Trump triumphs over Biden’s $700 billion electric vehicle scheme in what the EPA calls “the biggest day of deregulation in American history.”
At a Glance
- The Trump EPA has initiated the rollback of Biden-era vehicle fuel efficiency standards that would have cost American consumers $700 billion
- EPA Administrator Lee Zeldin described the regulatory reversal as “the biggest day of deregulation in American history”
- The Biden-era rules aimed to force 50% of car production to be electric by 2030, with a goal of 100% by 2032
- Trump’s action preserves consumer choice, allowing Americans to continue purchasing gas-powered vehicles without government interference
American Auto Industry Unleashed
The Environmental Protection Agency under President Trump has begun dismantling the Biden administration’s sweeping vehicle emissions regulations that effectively mandated a transition to electric vehicles. In a bold move to restore consumer choice and revitalize America’s auto industry, EPA Administrator Lee Zeldin announced the agency’s plan to roll back emissions rules that would have forced automakers to dramatically increase production of electric vehicles. The Biden-era regulations would have imposed estimated regulatory and compliance costs of approximately $700 billion on manufacturers and consumers alike, driving up vehicle prices and limiting options for American drivers.

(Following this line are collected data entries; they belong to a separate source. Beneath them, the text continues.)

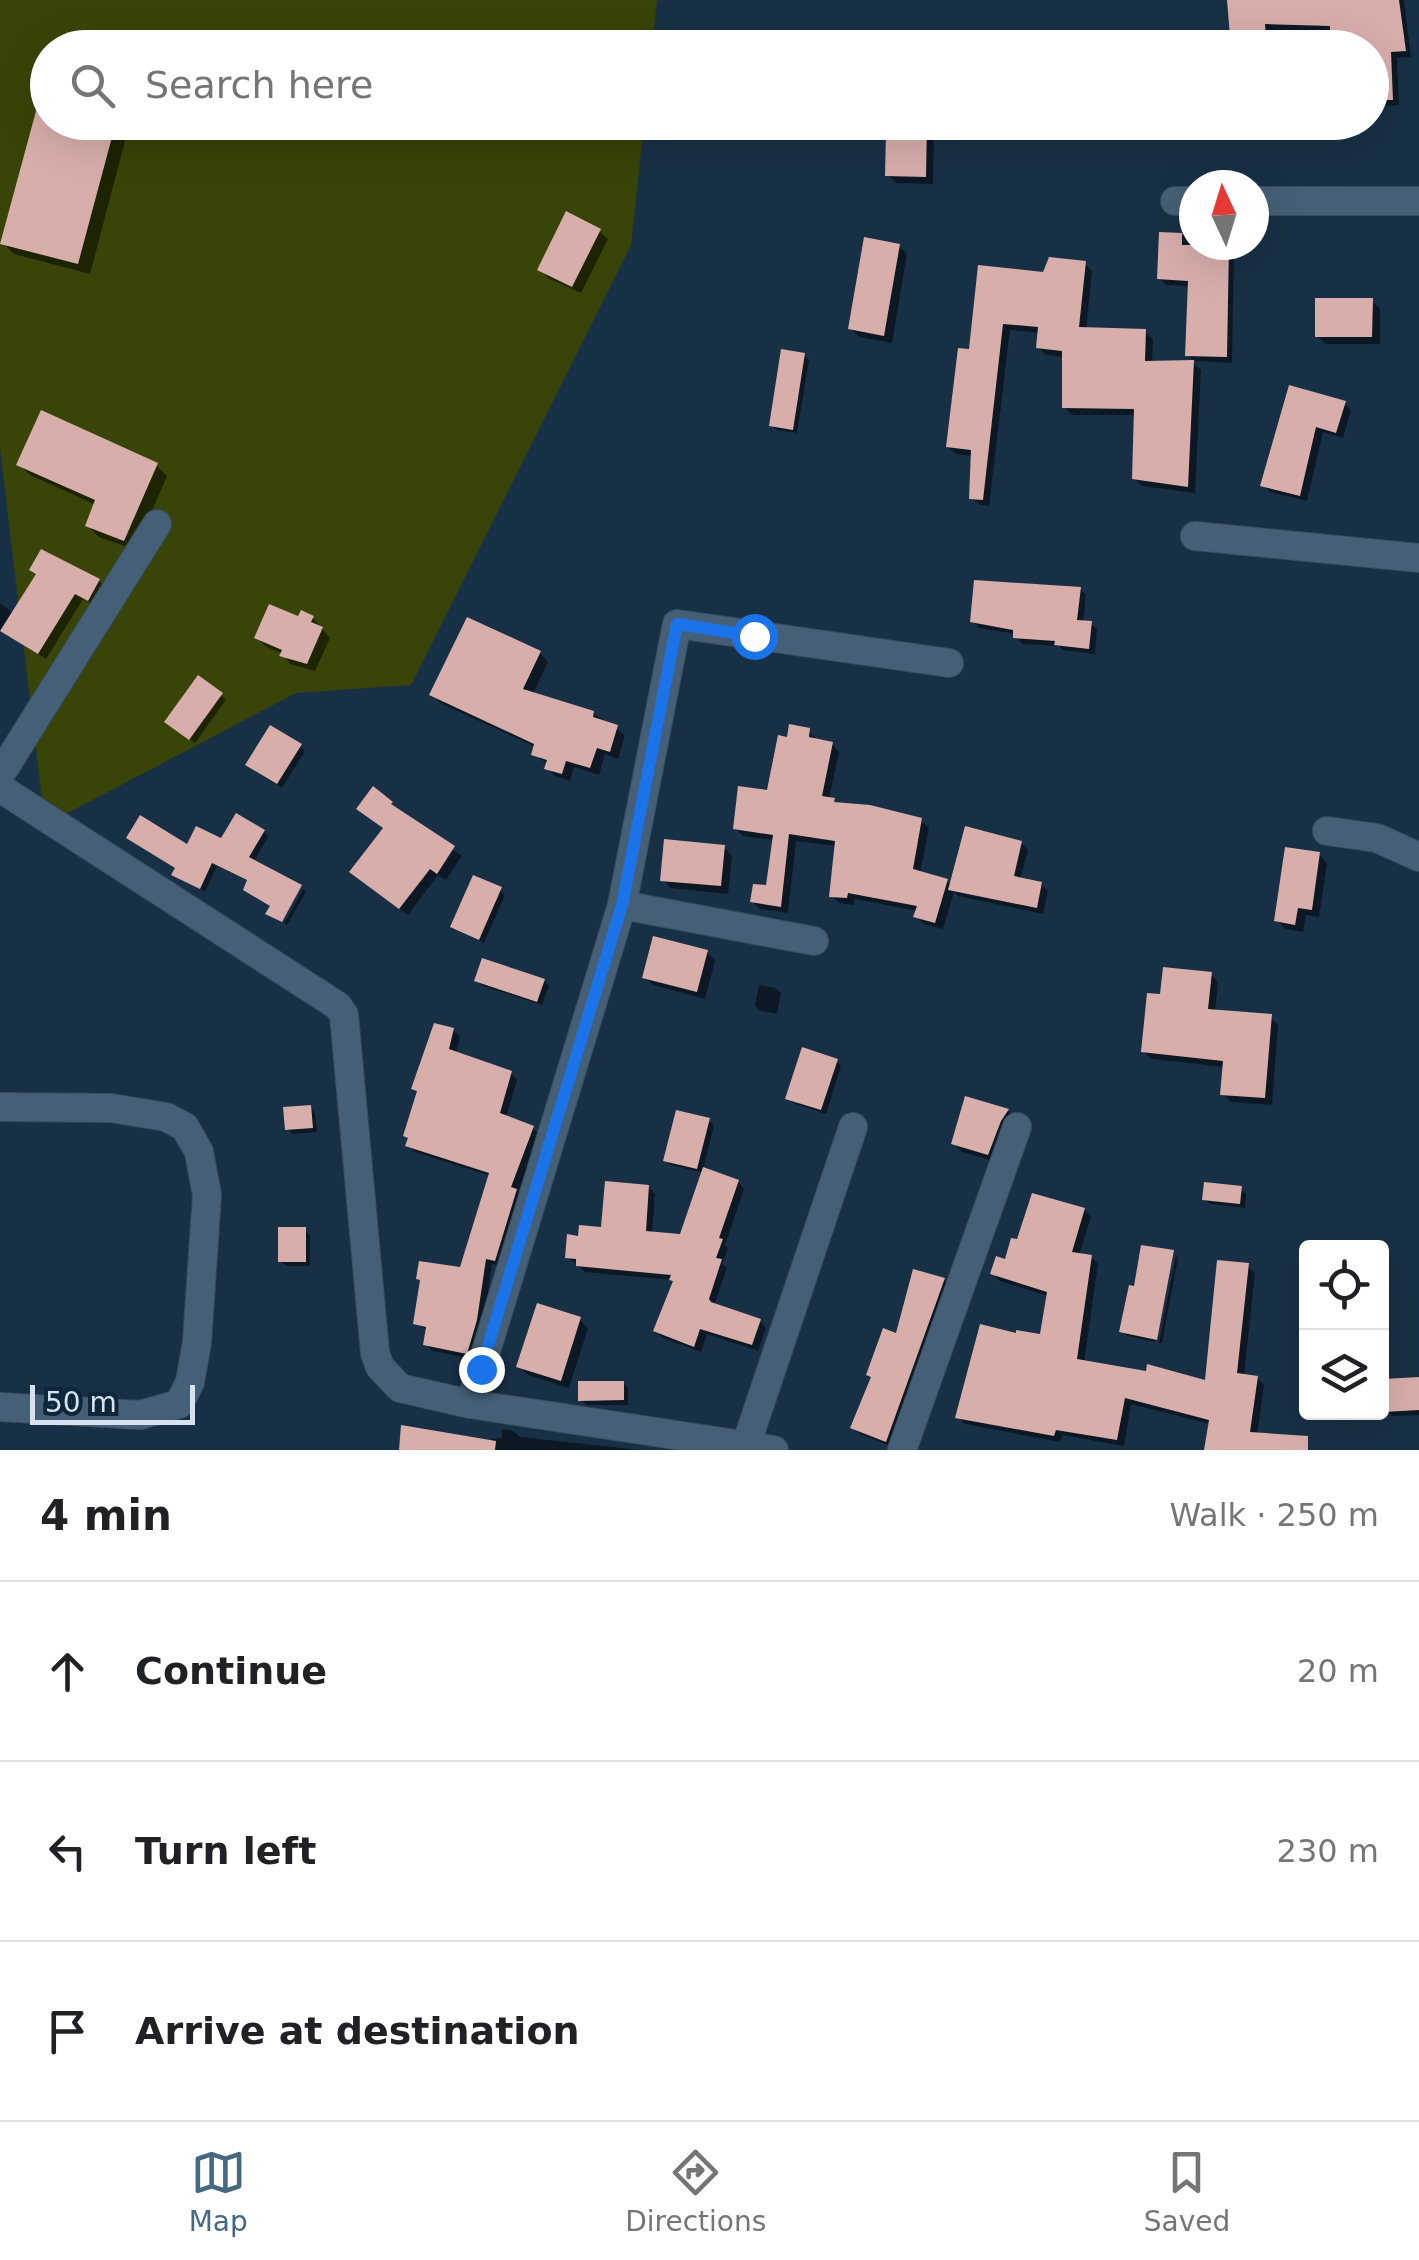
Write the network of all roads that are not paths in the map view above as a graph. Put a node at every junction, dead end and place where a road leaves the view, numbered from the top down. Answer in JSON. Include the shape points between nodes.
{"nodes":[{"id":1,"x":1419,"y":200,"type":"edge"},
{"id":2,"x":1269,"y":201,"type":"edge"},
{"id":3,"x":157,"y":524,"type":"dead end"},
{"id":4,"x":1195,"y":536,"type":"dead end"},
{"id":5,"x":1419,"y":558,"type":"edge"},
{"id":6,"x":949,"y":663,"type":"dead end"},
{"id":7,"x":0,"y":775,"type":"edge"},
{"id":8,"x":0,"y":788,"type":"edge"},
{"id":9,"x":1327,"y":831,"type":"dead end"},
{"id":10,"x":1419,"y":857,"type":"edge"},
{"id":11,"x":622,"y":905,"type":"junction"},
{"id":12,"x":814,"y":941,"type":"dead end"},
{"id":13,"x":0,"y":1106,"type":"edge"},
{"id":14,"x":854,"y":1126,"type":"dead end"},
{"id":15,"x":1017,"y":1127,"type":"dead end"},
{"id":16,"x":470,"y":1404,"type":"junction"},
{"id":17,"x":0,"y":1407,"type":"edge"},
{"id":18,"x":760,"y":1447,"type":"edge"},
{"id":19,"x":902,"y":1450,"type":"edge"}],
"edges":[{"from":1,"to":2,"type":"street"},
{"from":3,"to":7,"type":"street"},
{"from":4,"to":5,"type":"street"},
{"from":6,"to":11,"type":"street","via":[[677,624]]},
{"from":8,"to":16,"type":"street","via":[[338,1006],[344,1015],[375,1353],[400,1388]]},
{"from":9,"to":10,"type":"street","via":[[1376,838]]},
{"from":11,"to":12,"type":"street"},
{"from":11,"to":16,"type":"street"},
{"from":13,"to":17,"type":"street","via":[[111,1108],[166,1117],[185,1127],[199,1152],[207,1195],[197,1342],[179,1404],[140,1415]]},
{"from":14,"to":18,"type":"street"},
{"from":15,"to":19,"type":"street"},
{"from":16,"to":18,"type":"street"}]}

The regulatory rollback is part of Trump’s broader agenda to boost American energy independence, reduce living costs, and return decision-making power to individual states. During his campaign, President Trump repeatedly promised to eliminate what Republicans accurately described as Biden’s “electric vehicle mandate,” emphasizing that Americans should have freedom to choose their preferred vehicle type rather than having government dictate their options. The previous administration’s rules would have required significant reductions in greenhouse gas emissions from light, medium, and heavy-duty vehicles starting with model year 2027.
Protecting Consumer Choice
Despite purchasing a Tesla for himself, President Trump has maintained that all Americans should have options when it comes to vehicle purchases. “Some people like the gasoline — and they should have their options. I’m all about options,” the president stated, emphasizing his commitment to personal freedom over government mandates. This position stands in stark contrast to the Biden administration’s approach, which would have effectively forced consumers toward electric vehicles regardless of their preferences, driving situations, or financial circumstances.

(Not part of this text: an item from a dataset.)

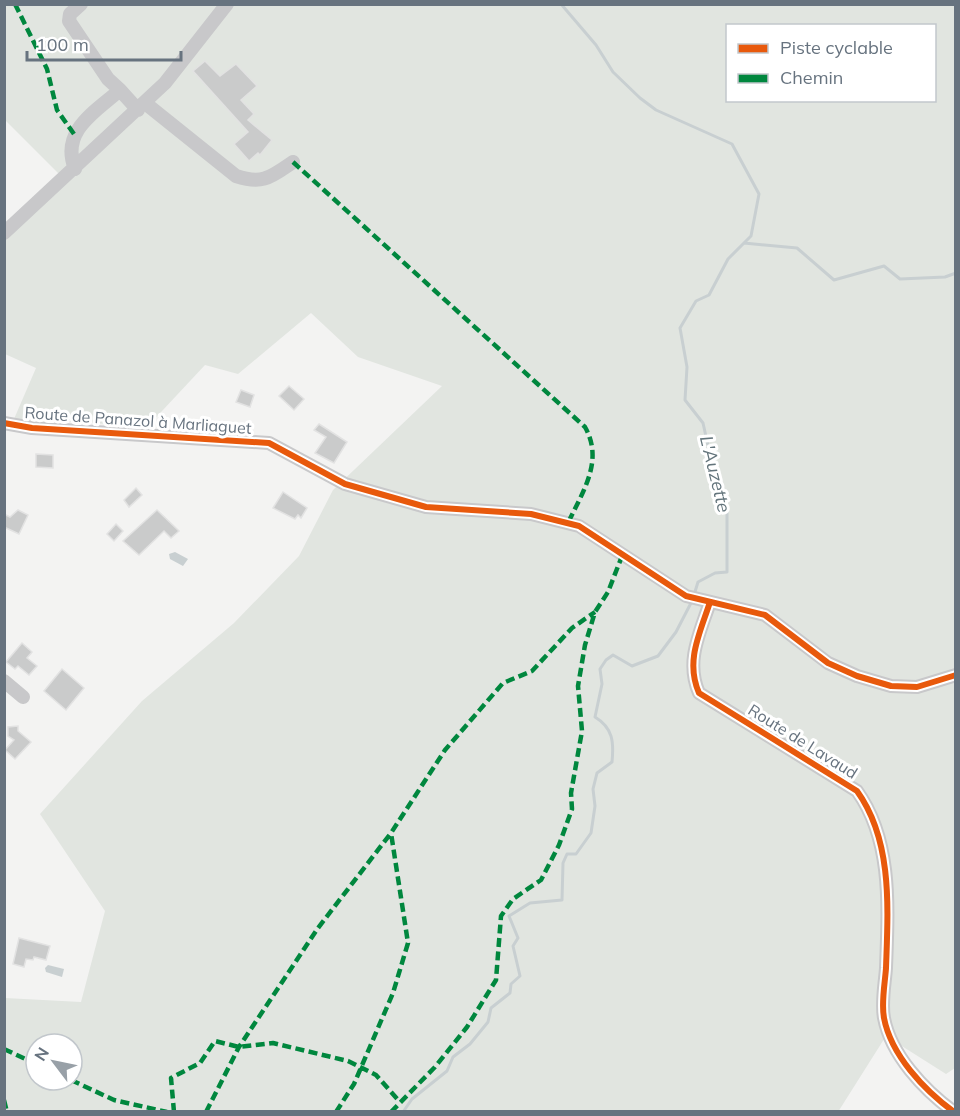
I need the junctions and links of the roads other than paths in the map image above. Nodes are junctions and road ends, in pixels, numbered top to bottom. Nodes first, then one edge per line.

“The American auto industry has been hamstrung by the crushing regulatory regime of the last administration. As we reconsider nearly $1 trillion of regulatory costs, we will abide by the rule of law to protect consumer choice and the environment,” said EPA Administrator Lee Zeldin.
Market realities have underscored the wisdom of Trump’s approach. In 2024, only 8.7% of new vehicles sold in America were fully electric, with hybrid and electric vehicles combined making up approximately 20% of the market. These numbers fall far short of the ambitious targets set by the Biden administration, revealing a significant disconnect between bureaucratic climate goals and actual consumer demand. The rescinded regulations would have forced automakers to overhaul their offerings dramatically, potentially threatening American jobs and increasing vehicle costs.
Following the Rule of Law
The EPA’s rollback process will follow the Administrative Procedure Act, involving public notice and comment periods to ensure transparency and legal compliance. This methodical approach stands in contrast to the rushed regulatory agenda of the previous administration. The agency is not only reconsidering the light and medium-duty vehicle emissions standards but also reevaluating the 2022 Heavy-Duty Nitrous Oxide rule, which has increased costs for goods delivered by trucks throughout the economy.
“Protecting and Bringing Back American Auto Jobs,” emphasized Administrator Zeldin as part of his “Powering the Great American Comeback” initiative.
The EPA has also sent California’s Clean Air Act waiver to Congress for review, a critical step in addressing the patchwork of regulations that have complicated compliance for automakers. California’s waiver allowed the state to impose stricter emissions standards than federal requirements, effectively forcing manufacturers to design vehicles according to California’s rules rather than national standards. This action aligns with President Trump’s commitment to restoring state power in decision-making while preventing individual states from dictating national manufacturing priorities.
Economic Impact
The economic implications of this regulatory reversal are substantial. While the Biden administration claimed its tighter standards would yield $100 billion in annual net benefits through improved public health and reduced fuel costs, these projections relied on assumptions about future electric vehicle adoption rates that have proven overly optimistic. The Trump administration’s approach prioritizes immediate economic relief for consumers and manufacturers while maintaining reasonable environmental protections that don’t cripple American industry.
President Trump’s executive orders specifically target the inflation that rose by 22% during Biden’s term, focusing on energy policies that directly impact consumer costs. By removing mandates that would have artificially accelerated the transition to electric vehicles, the administration aims to prevent further price increases in the auto market while preserving jobs in traditional automotive manufacturing. This balanced approach recognizes that environmental progress must occur alongside economic stability, not at its expense.